今年DEFCON大会上展示了一个新的Wi-Fi攻击：ChapCrack。是否不该在企业WLAN认证和访问控制上使用CHAP密码的802.1X认证？

当然要继续对WLAN用户使用802.1X认证方法。802.1X仍然为企业WLAN提供最强有力的访问控制，而且它可以灵活地为许多认证方法所用。包括被ChapCrack攻击的MS-CHAPv2哈希密码。

在DEFCON大会上展示的攻击使用云计算，早在1999年就有一个更有效的利用MS-CHAPv2漏洞进行攻击的技术。之前，MS-CHAPv2主要是通过密码对点到点隧道协议（PPTP）的VPN用户进行身份验证。虽然有漏洞，MS-CHAPv2仍被用在其他安全协议中，因为密码认证实在太容易了。而新的协议如802.1X PEAP（受保护的可扩展的身份验证协议）通过 TLS-加密隧道发送MS-CHAPv2。只要这些隧道使用正确，攻击者就没法拦截MS-CHAPv2握手来破解密码，这就使以前的CHAP 破解和新的ChapCrack难以威胁Wi-Fi安全。

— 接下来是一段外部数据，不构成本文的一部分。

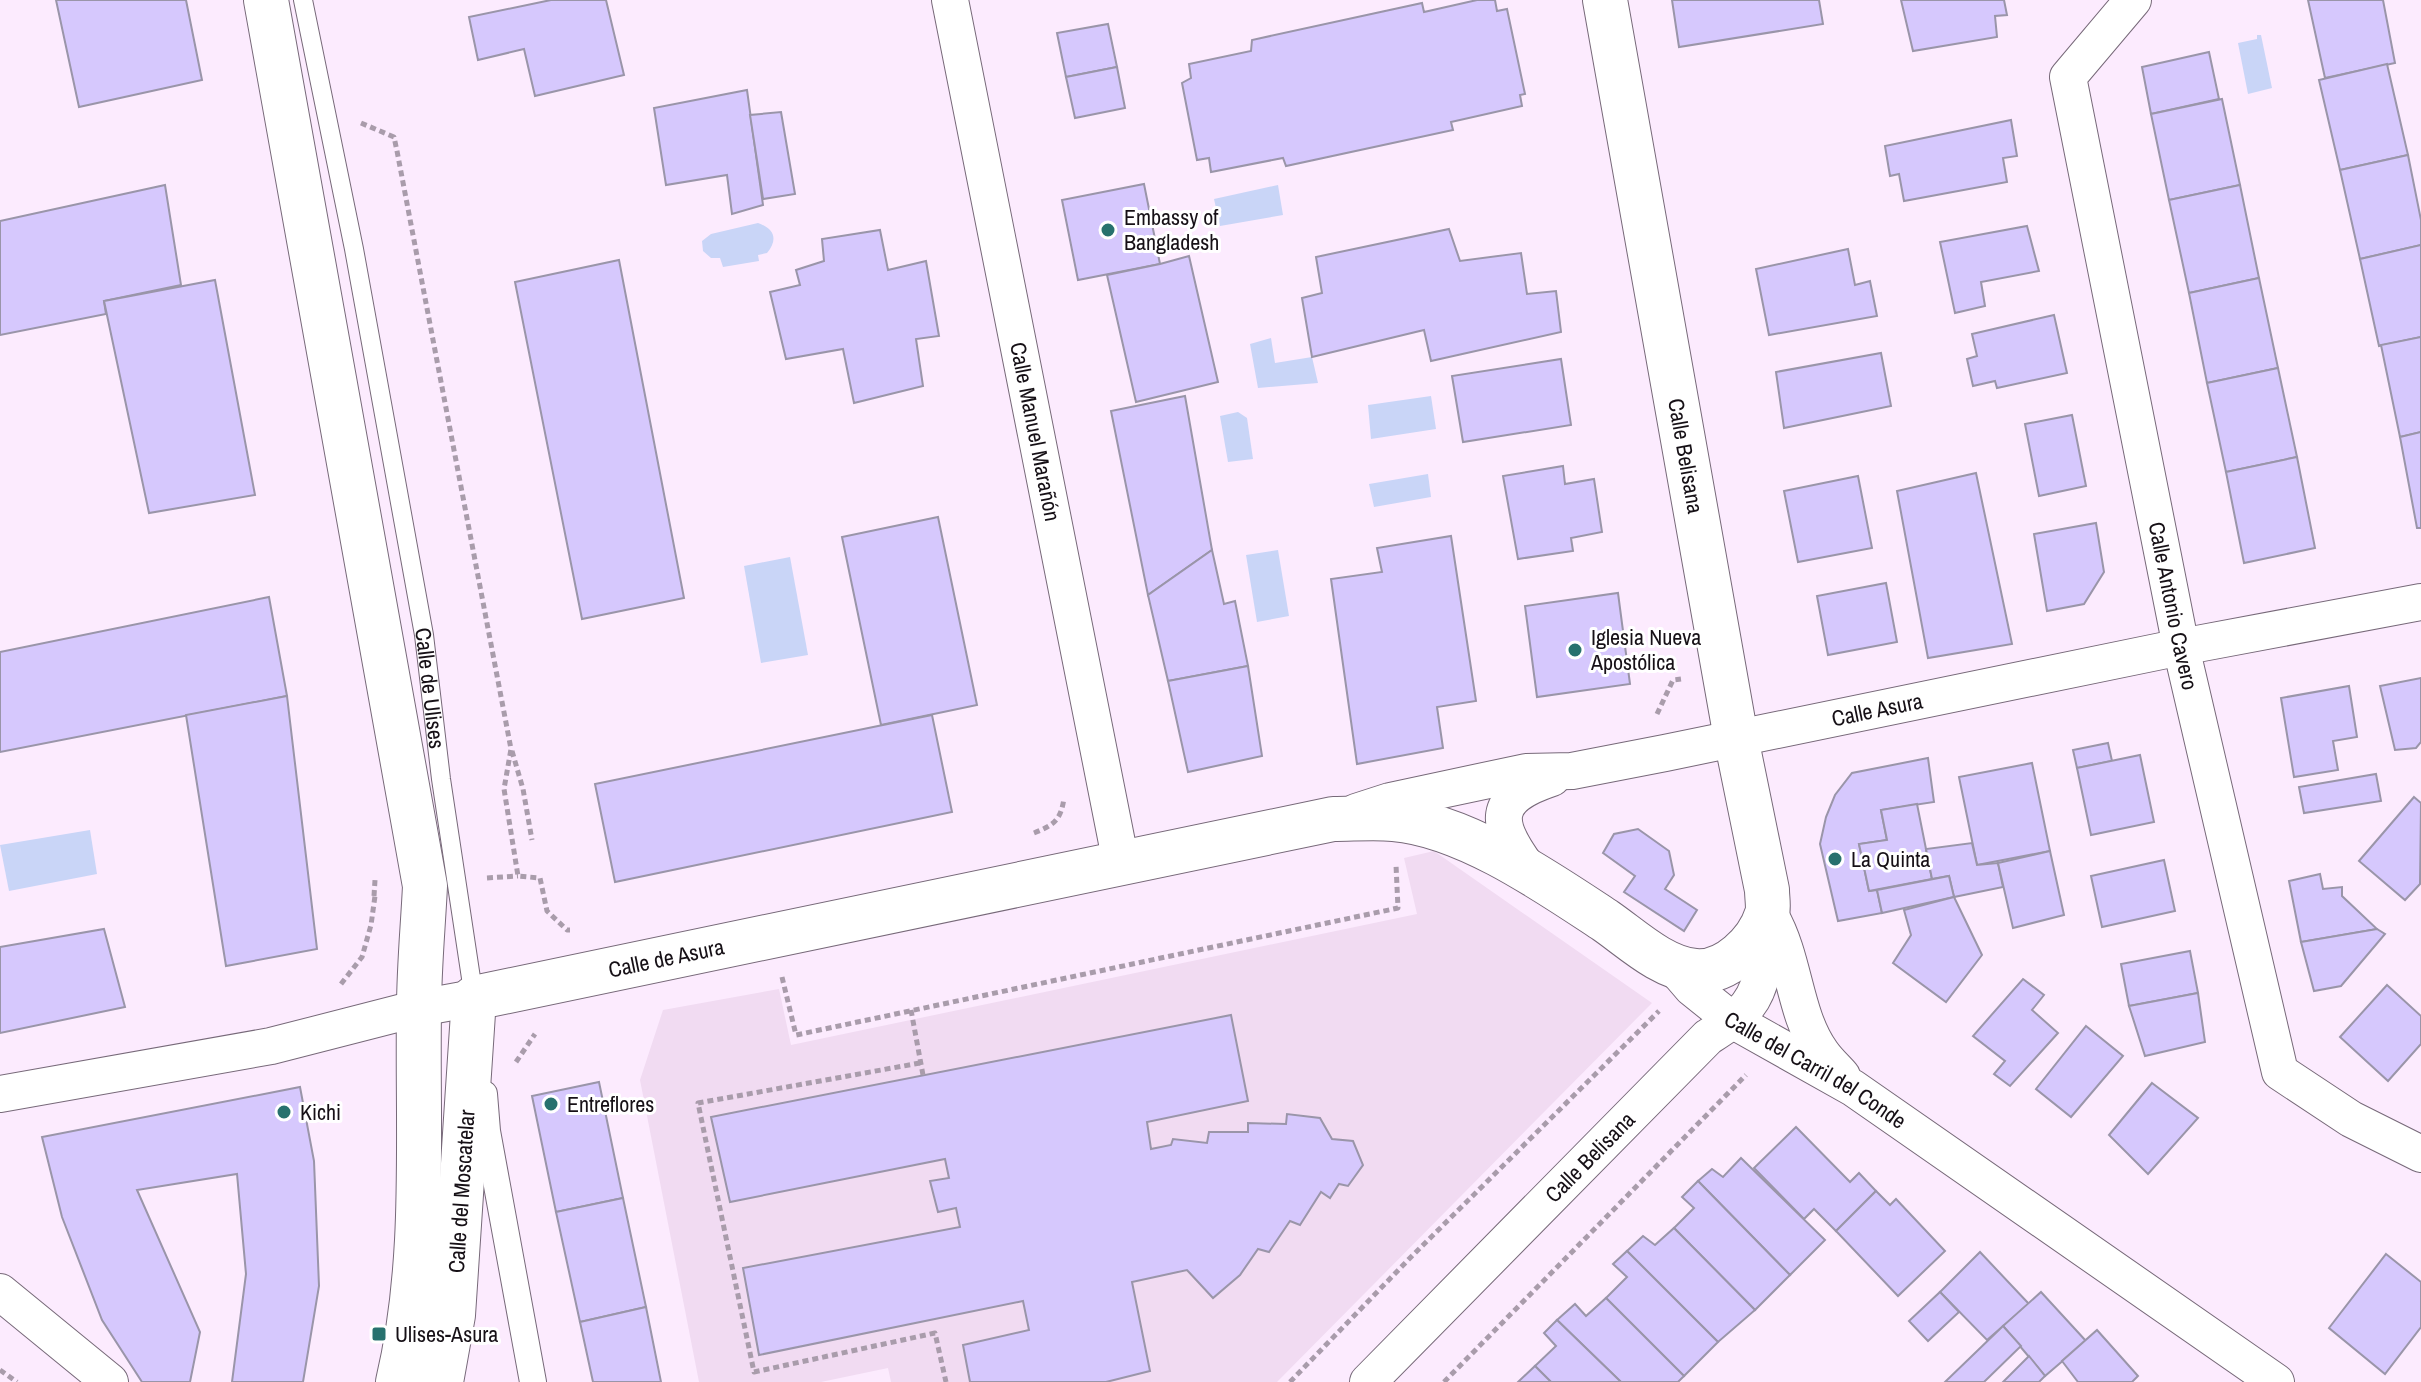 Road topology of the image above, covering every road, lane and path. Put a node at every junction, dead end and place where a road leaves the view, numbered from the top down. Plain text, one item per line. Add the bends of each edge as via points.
1 (266, 0) edge
2 (303, 0) edge
3 (950, 0) edge
4 (1605, 0) edge
5 (2133, 0) edge
6 (358, 108) dead end
7 (2421, 602) edge
8 (2181, 647) junction
9 (1736, 738) junction
10 (511, 749) junction
11 (1572, 771) junction
12 (1333, 819) junction
13 (532, 840) dead end
14 (1395, 859) dead end
15 (1121, 863) junction
16 (1529, 870) junction
17 (1768, 912) junction
18 (582, 928) dead end
19 (782, 975) dead end
20 (1669, 986) junction
21 (474, 998) junction
22 (419, 1008) junction
23 (911, 1010) junction
24 (1732, 1020) junction
25 (920, 1063) junction
26 (1750, 1071) dead end
27 (923, 1075) dead end
28 (1853, 1088) junction
29 (0, 1094) edge
30 (2421, 1154) edge
31 (0, 1292) edge
32 (0, 1370) edge
33 (2268, 1379) edge
34 (17, 1382) edge
35 (110, 1382) edge
36 (398, 1382) edge
37 (441, 1382) edge
38 (533, 1382) edge
39 (946, 1382) edge
40 (1290, 1382) edge
41 (1368, 1382) edge
42 (1444, 1382) edge

1 - 22 street, Calle de Ulises via 425,886
2 - 21 lane, Calle de Ulises via 424,635
3 - 15 street, Calle Manuel Marañón
4 - 9 street, Calle Belisana
5 - 8 street, Calle Antonio Cavero via 2068,77
6 - 10 path via 361,123 394,137
7 - 8 street, Calle Asura
8 - 9 street, Calle Asura
8 - 30 street, Calle Antonio Cavero via 2280,1072 2351,1119
9 - 11 street, Calle Asura
9 - 17 street, Calle Belisana
10 - 13 path
10 - 18 path via 504,789 518,876 540,878 547,911 567,930
11 - 12 street, Calle Asura via 1496,778
11 - 16 street via 1528,786 1505,810 1506,838
12 - 15 street, Calle de Asura
12 - 16 street, Calle del Carril del Conde via 1416,822
14 - 23 path via 1398,908
15 - 21 street, Calle de Asura
16 - 20 street, Calle del Carril del Conde
17 - 20 street via 1737,956
17 - 24 street, Calle Belisana via 1757,985 1748,1006
17 - 28 street, Calle Belisana via 1813,1037
19 - 23 path via 796,1035
20 - 24 street, Calle del Carril del Conde via 1692,988
20 - 40 path
21 - 22 street, Calle de Asura
21 - 37 street, Calle del Moscatelar via 453,1315
21 - 38 street, Calle de Ulises via 487,1131
22 - 29 street, Calle de Asura via 271,1046
22 - 36 street, Calle del Moscatelar via 417,1230 408,1339
23 - 25 path
24 - 28 street, Calle del Carril del Conde
24 - 41 street, Calle Belisana via 1708,1037
25 - 27 path
25 - 39 path via 698,1103 754,1372 935,1333
26 - 42 path
28 - 33 street, Calle del Carril del Conde
31 - 35 street
32 - 34 path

然而，如果你当前WLAN所支持的Wi-Fi客户端是通过MS-CHAPv2 （例如 PEAP/MS-CHAPv2、EAP-TTLS/MS-CHAPv2）进行密码认证的话，要确保所有Wi-Fi客户端登录802.1X时是配置成通过服务器证书进行认证。服务器证书认证对于防止Wi-Fi客户端连上假的AP（又叫做邪恶的双胞胎）非常重要，ChapCrack使这一步变得更加重要。为什么呢？如果一台客户端连上一台假的AP，TLS隧道提供的保护将无效，MS-CHAPv2也将暴露给攻击者。攻击者就可以运行旧的CHAP 破解或新的ChapCrack工具来盗取Wi-Fi客户端的密码。ChapCrack的输出甚至可以提交给CloudCracker来迅速找出其中密码。

最后，你最好的措施是用802.1X认证方式结合不只密码的认证。例如，TLS和客户端（用户或机器）的证书，EAP-SIM和嵌入在智能手机中的智能卡。但是有很多很好的理由来不使用密码认证——例如，密码会分享给其他人；很多密码太容易猜到。ChapCrack所带来的风险正好是不使用密码认证的一个很好的理由。